## Aim of the exercise
Below are some records; repeat them all exactly, minus the pictures.

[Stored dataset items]

[Start of Attachment]

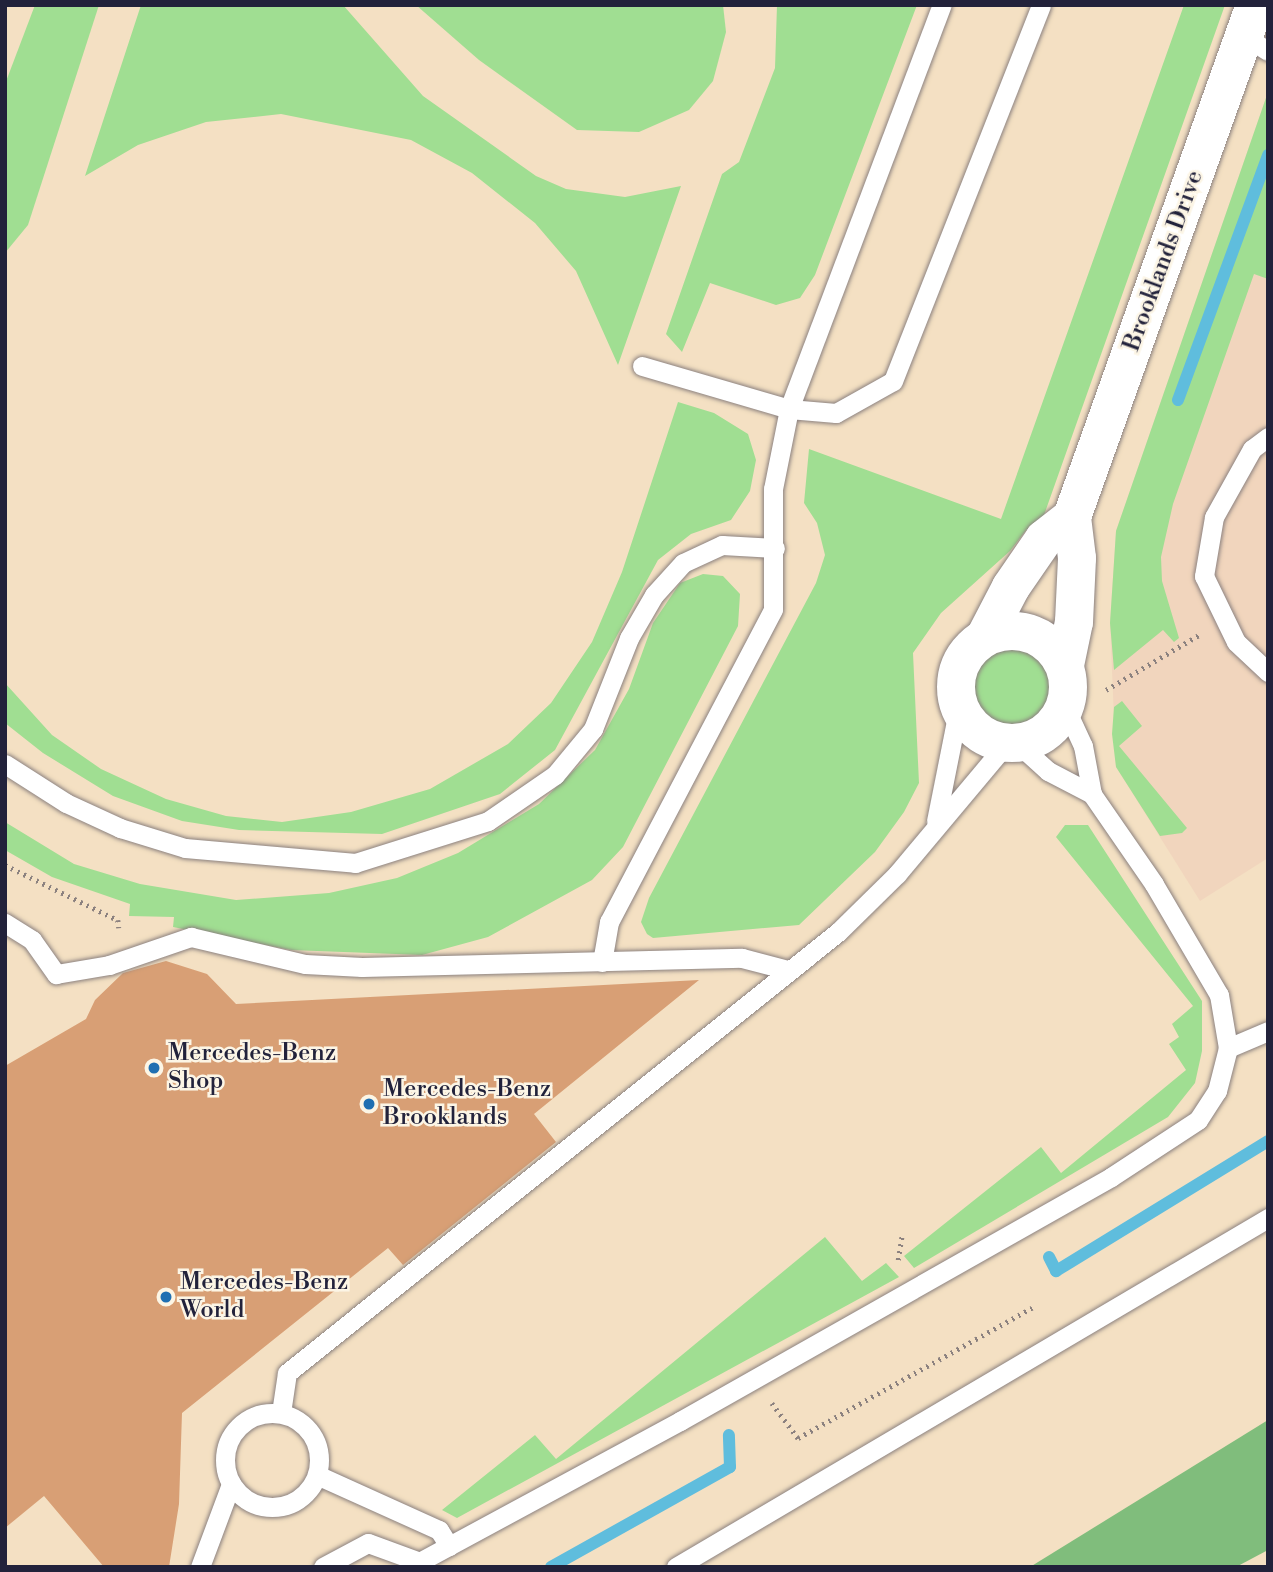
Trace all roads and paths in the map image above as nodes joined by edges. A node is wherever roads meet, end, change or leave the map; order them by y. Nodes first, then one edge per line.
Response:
1 (942, 5) edge
2 (1041, 5) edge
3 (1256, 31) edge
4 (642, 366) dead end
5 (789, 409) junction
6 (1268, 438) edge
7 (1072, 517) junction
8 (775, 548) junction
9 (1222, 618) junction
10 (985, 637) junction
11 (1065, 665) junction
12 (1268, 673) edge
13 (1106, 690) dead end
14 (959, 706) junction
15 (1065, 707) junction
16 (1012, 743) junction
17 (5, 764) edge
18 (1092, 794) junction
19 (934, 825) junction
20 (5, 865) edge
21 (5, 923) edge
22 (120, 961) junction
23 (602, 962) junction
24 (788, 970) junction
25 (1268, 1031) edge
26 (1228, 1048) junction
27 (1268, 1219) edge
28 (902, 1234) dead end
29 (897, 1260) dead end
30 (1032, 1308) dead end
31 (775, 1407) dead end
32 (281, 1413) junction
33 (317, 1475) junction
34 (231, 1484) junction
35 (449, 1546) junction
36 (415, 1564) edge
37 (200, 1567) edge
38 (323, 1567) edge
39 (676, 1567) edge

1 - 5 lane
2 - 5 lane
3 - 7 street, Brooklands Drive
4 - 5 lane
5 - 8 lane
6 - 9 lane
7 - 10 street
7 - 11 street, Brooklands Drive
8 - 17 lane
8 - 23 lane
9 - 12 lane
9 - 13 path
10 - 11 street
10 - 14 street
11 - 15 street
14 - 16 street
14 - 19 lane
15 - 16 street
15 - 18 lane
16 - 18 lane
16 - 19 lane
18 - 26 lane
19 - 24 lane
20 - 22 path
21 - 22 lane
22 - 23 lane
23 - 24 lane
24 - 32 lane
25 - 26 lane
26 - 35 lane
27 - 39 lane
28 - 29 path
30 - 31 path
32 - 33 lane
32 - 34 lane
33 - 34 lane
33 - 35 lane
34 - 37 lane
35 - 36 lane
36 - 38 lane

[End of Attachment]

## Output of the task
Trace all roads and paths in the map image above as nodes joined by edges. A node is wherever roads meet, end, change or leave the map; order them by y. Nodes first, then one edge per line.
Response:
1 (942, 5) edge
2 (1041, 5) edge
3 (1256, 31) edge
4 (642, 366) dead end
5 (789, 409) junction
6 (1268, 438) edge
7 (1072, 517) junction
8 (775, 548) junction
9 (1222, 618) junction
10 (985, 637) junction
11 (1065, 665) junction
12 (1268, 673) edge
13 (1106, 690) dead end
14 (959, 706) junction
15 (1065, 707) junction
16 (1012, 743) junction
17 (5, 764) edge
18 (1092, 794) junction
19 (934, 825) junction
20 (5, 865) edge
21 (5, 923) edge
22 (120, 961) junction
23 (602, 962) junction
24 (788, 970) junction
25 (1268, 1031) edge
26 (1228, 1048) junction
27 (1268, 1219) edge
28 (902, 1234) dead end
29 (897, 1260) dead end
30 (1032, 1308) dead end
31 (775, 1407) dead end
32 (281, 1413) junction
33 (317, 1475) junction
34 (231, 1484) junction
35 (449, 1546) junction
36 (415, 1564) edge
37 (200, 1567) edge
38 (323, 1567) edge
39 (676, 1567) edge

1 - 5 lane
2 - 5 lane
3 - 7 street, Brooklands Drive
4 - 5 lane
5 - 8 lane
6 - 9 lane
7 - 10 street
7 - 11 street, Brooklands Drive
8 - 17 lane
8 - 23 lane
9 - 12 lane
9 - 13 path
10 - 11 street
10 - 14 street
11 - 15 street
14 - 16 street
14 - 19 lane
15 - 16 street
15 - 18 lane
16 - 18 lane
16 - 19 lane
18 - 26 lane
19 - 24 lane
20 - 22 path
21 - 22 lane
22 - 23 lane
23 - 24 lane
24 - 32 lane
25 - 26 lane
26 - 35 lane
27 - 39 lane
28 - 29 path
30 - 31 path
32 - 33 lane
32 - 34 lane
33 - 34 lane
33 - 35 lane
34 - 37 lane
35 - 36 lane
36 - 38 lane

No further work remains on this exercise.